*** Begin section ***
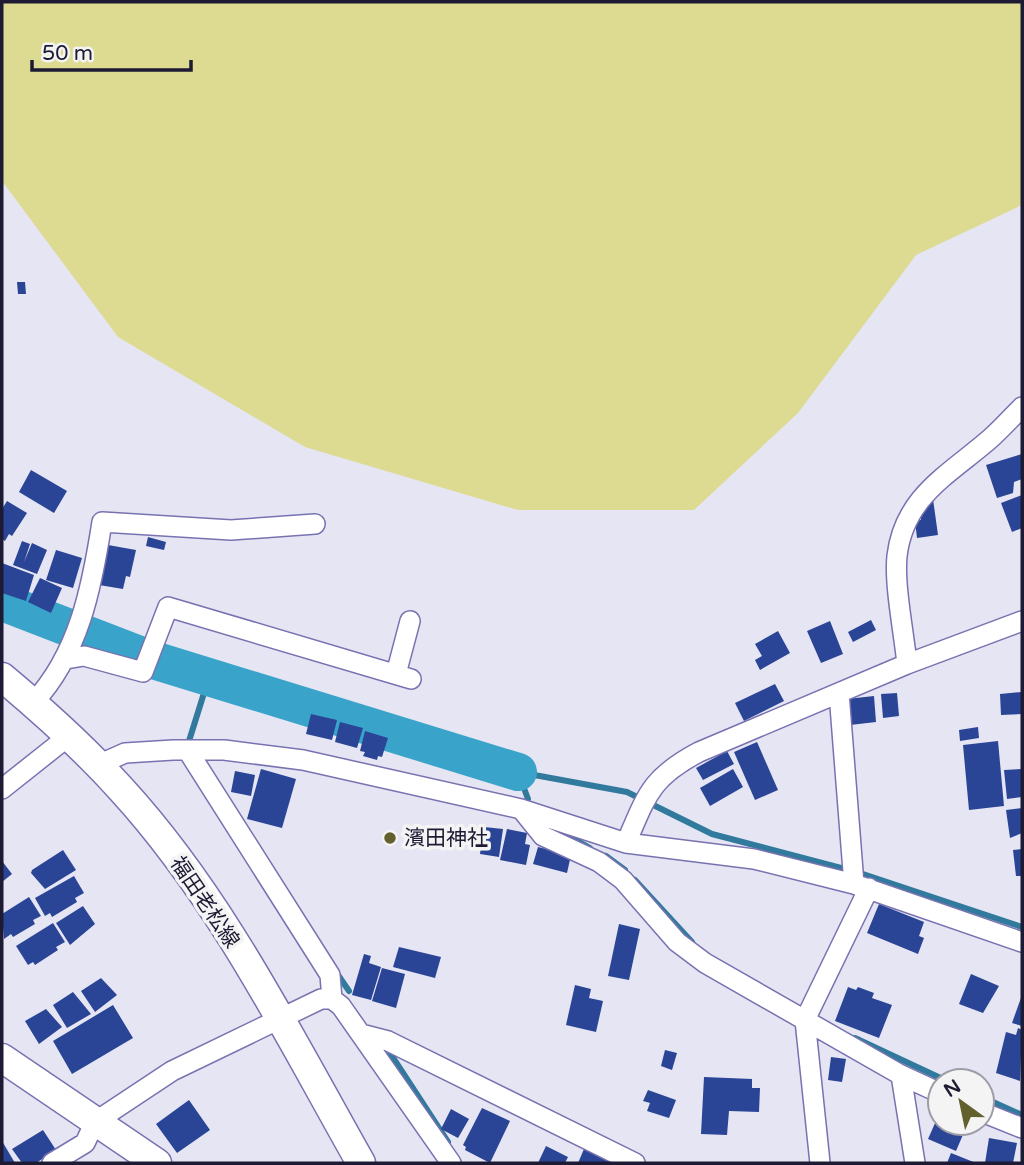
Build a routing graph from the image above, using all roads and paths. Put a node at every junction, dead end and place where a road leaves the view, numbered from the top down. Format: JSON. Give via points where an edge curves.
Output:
{"nodes":[{"id":1,"x":1022,"y":407,"type":"edge"},
{"id":2,"x":315,"y":524,"type":"dead end"},
{"id":3,"x":410,"y":621,"type":"dead end"},
{"id":4,"x":1022,"y":621,"type":"edge"},
{"id":5,"x":69,"y":651,"type":"junction"},
{"id":6,"x":907,"y":664,"type":"junction"},
{"id":7,"x":2,"y":677,"type":"edge"},
{"id":8,"x":839,"y":693,"type":"junction"},
{"id":9,"x":33,"y":703,"type":"junction"},
{"id":10,"x":70,"y":735,"type":"junction"},
{"id":11,"x":188,"y":751,"type":"junction"},
{"id":12,"x":98,"y":765,"type":"junction"},
{"id":13,"x":2,"y":789,"type":"edge"},
{"id":14,"x":521,"y":809,"type":"junction"},
{"id":15,"x":626,"y":844,"type":"junction"},
{"id":16,"x":858,"y":879,"type":"junction"},
{"id":17,"x":1022,"y":942,"type":"edge"},
{"id":18,"x":332,"y":999,"type":"junction"},
{"id":19,"x":278,"y":1018,"type":"junction"},
{"id":20,"x":805,"y":1020,"type":"junction"},
{"id":21,"x":361,"y":1034,"type":"junction"},
{"id":22,"x":2,"y":1058,"type":"edge"},
{"id":23,"x":901,"y":1074,"type":"junction"},
{"id":24,"x":926,"y":1086,"type":"edge"},
{"id":25,"x":996,"y":1118,"type":"edge"},
{"id":26,"x":95,"y":1122,"type":"junction"},
{"id":27,"x":1022,"y":1128,"type":"edge"},
{"id":28,"x":632,"y":1162,"type":"edge"},
{"id":29,"x":52,"y":1163,"type":"edge"},
{"id":30,"x":157,"y":1163,"type":"edge"},
{"id":31,"x":362,"y":1163,"type":"edge"},
{"id":32,"x":451,"y":1163,"type":"edge"},
{"id":33,"x":820,"y":1163,"type":"edge"},
{"id":34,"x":915,"y":1163,"type":"edge"}],
"edges":[{"from":1,"to":6,"type":"street","via":[[992,437],[931,484],[902,530],[897,559]]},
{"from":2,"to":5,"type":"street","via":[[231,530],[102,522],[94,570]]},
{"from":3,"to":5,"type":"street","via":[[403,677],[168,607],[143,673]]},
{"from":4,"to":6,"type":"street"},
{"from":5,"to":9,"type":"street"},
{"from":6,"to":8,"type":"street"},
{"from":7,"to":9,"type":"main road","name":"福田老松線"},
{"from":8,"to":15,"type":"street","via":[[672,766],[651,787]]},
{"from":8,"to":16,"type":"street"},
{"from":9,"to":10,"type":"main road","name":"福田老松線"},
{"from":10,"to":12,"type":"main road","name":"福田老松線"},
{"from":10,"to":13,"type":"street"},
{"from":11,"to":12,"type":"street","via":[[125,753]]},
{"from":11,"to":14,"type":"street","via":[[224,750],[303,760]]},
{"from":11,"to":18,"type":"street","via":[[330,975]]},
{"from":12,"to":19,"type":"main road","name":"福田老松線","via":[[203,895]]},
{"from":14,"to":15,"type":"street"},
{"from":14,"to":20,"type":"street","via":[[542,836],[599,862],[623,880],[677,942],[705,963]]},
{"from":15,"to":16,"type":"street","via":[[754,859]]},
{"from":16,"to":17,"type":"street"},
{"from":16,"to":20,"type":"street"},
{"from":18,"to":19,"type":"street","via":[[321,999]]},
{"from":18,"to":21,"type":"street"},
{"from":19,"to":26,"type":"street","via":[[172,1071]]},
{"from":19,"to":31,"type":"main road","name":"福田老松線"},
{"from":20,"to":23,"type":"street"},
{"from":20,"to":33,"type":"street"},
{"from":21,"to":28,"type":"street","via":[[388,1041]]},
{"from":21,"to":32,"type":"street"},
{"from":22,"to":26,"type":"main road"},
{"from":23,"to":24,"type":"street"},
{"from":23,"to":34,"type":"street"},
{"from":25,"to":27,"type":"street"},
{"from":26,"to":29,"type":"street","via":[[85,1143]]},
{"from":26,"to":30,"type":"main road"}]}
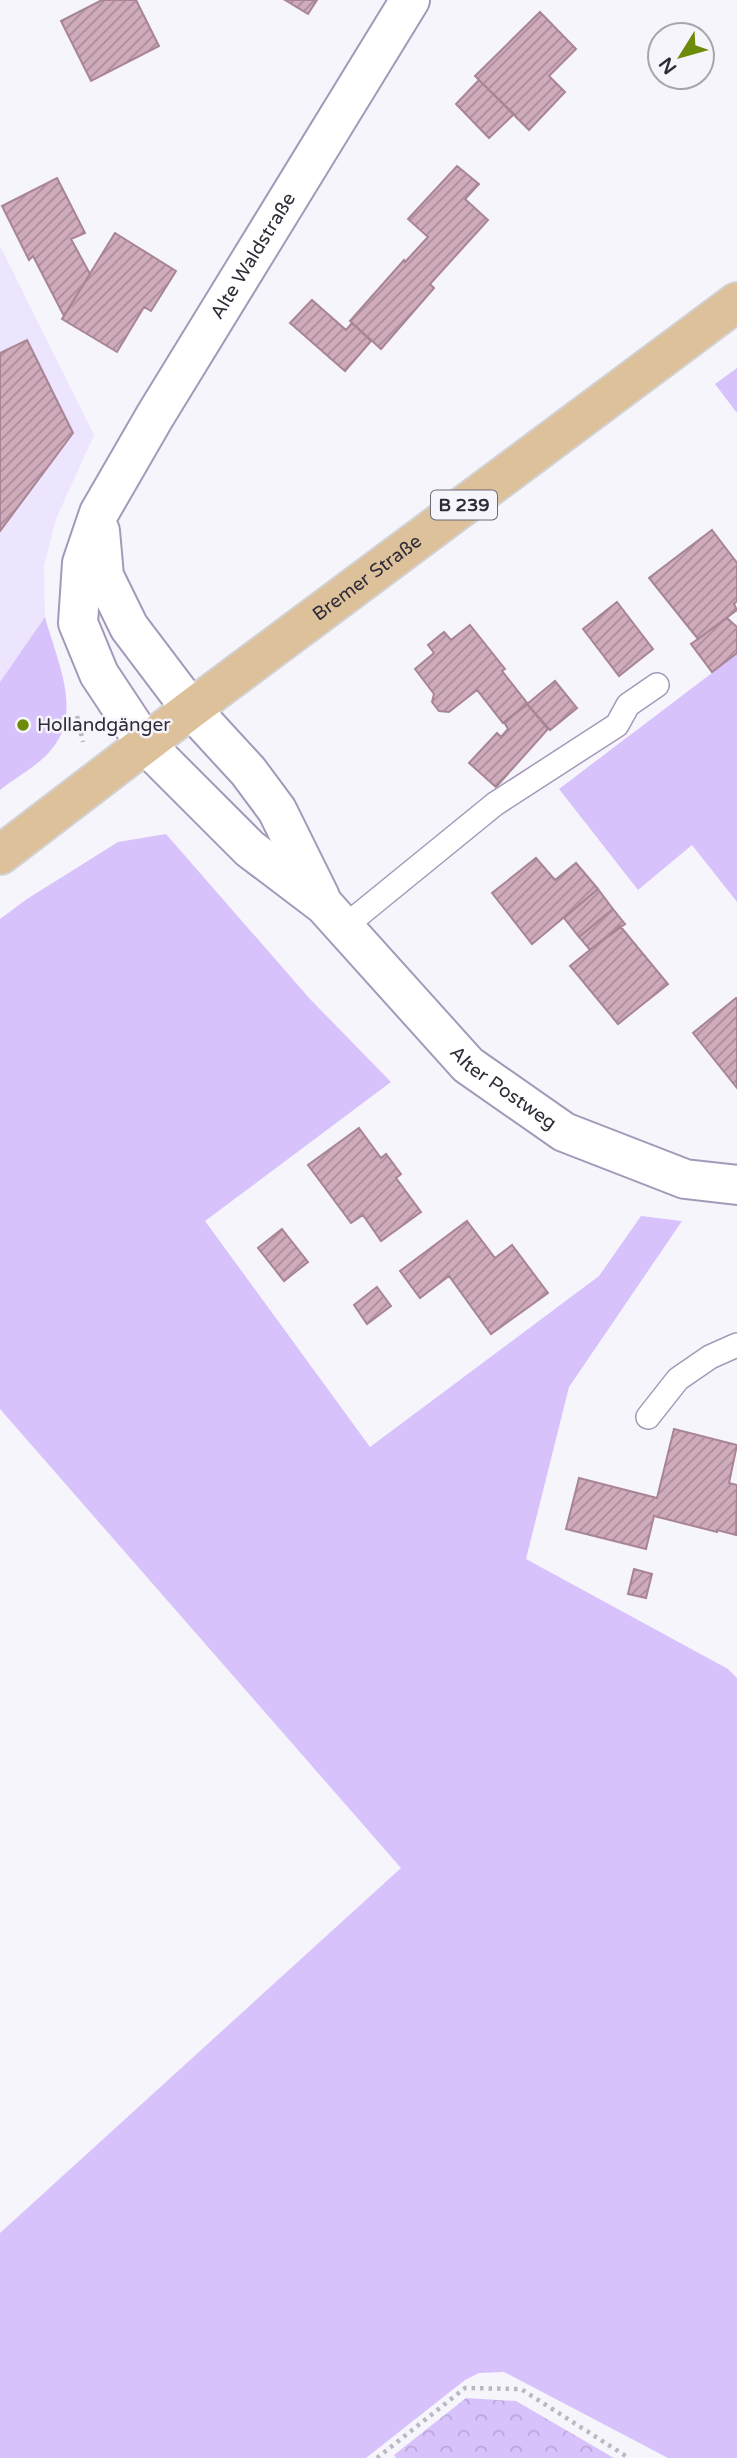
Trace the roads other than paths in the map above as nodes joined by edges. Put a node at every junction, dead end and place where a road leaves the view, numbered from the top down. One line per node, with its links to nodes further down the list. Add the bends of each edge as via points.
1 (410, 0): 3 (street, Alte Waldstraße)
2 (737, 302): 5 (main road, Bremer Straße / B 239)
3 (99, 513): 5 (street, via 104,576 129,627); 6 (street, Alte Waldstraße, via 82,562 78,623 99,674)
4 (657, 685): 8 (lane, via 628,705 617,725)
5 (191, 709): 6 (main road, Bremer Straße / B 239); 8 (street, Alter Postweg, via 277,810)
6 (146, 745): 7 (main road, Bremer Straße / B 239); 8 (street, Alter Postweg, via 250,849)
7 (0, 856)
8 (334, 916): 9 (street, Alter Postweg, via 468,1065 564,1132 685,1179)
9 (737, 1185)
10 (737, 1345): 11 (lane, via 678,1380)
11 (648, 1417)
*** End section ***
Goal of the exercise :: Please copy out every line in the listing that has the string "Bremer".

Output ::
2 (737, 302): 5 (main road, Bremer Straße / B 239)
5 (191, 709): 6 (main road, Bremer Straße / B 239); 8 (street, Alter Postweg, via 277,810)
6 (146, 745): 7 (main road, Bremer Straße / B 239); 8 (street, Alter Postweg, via 250,849)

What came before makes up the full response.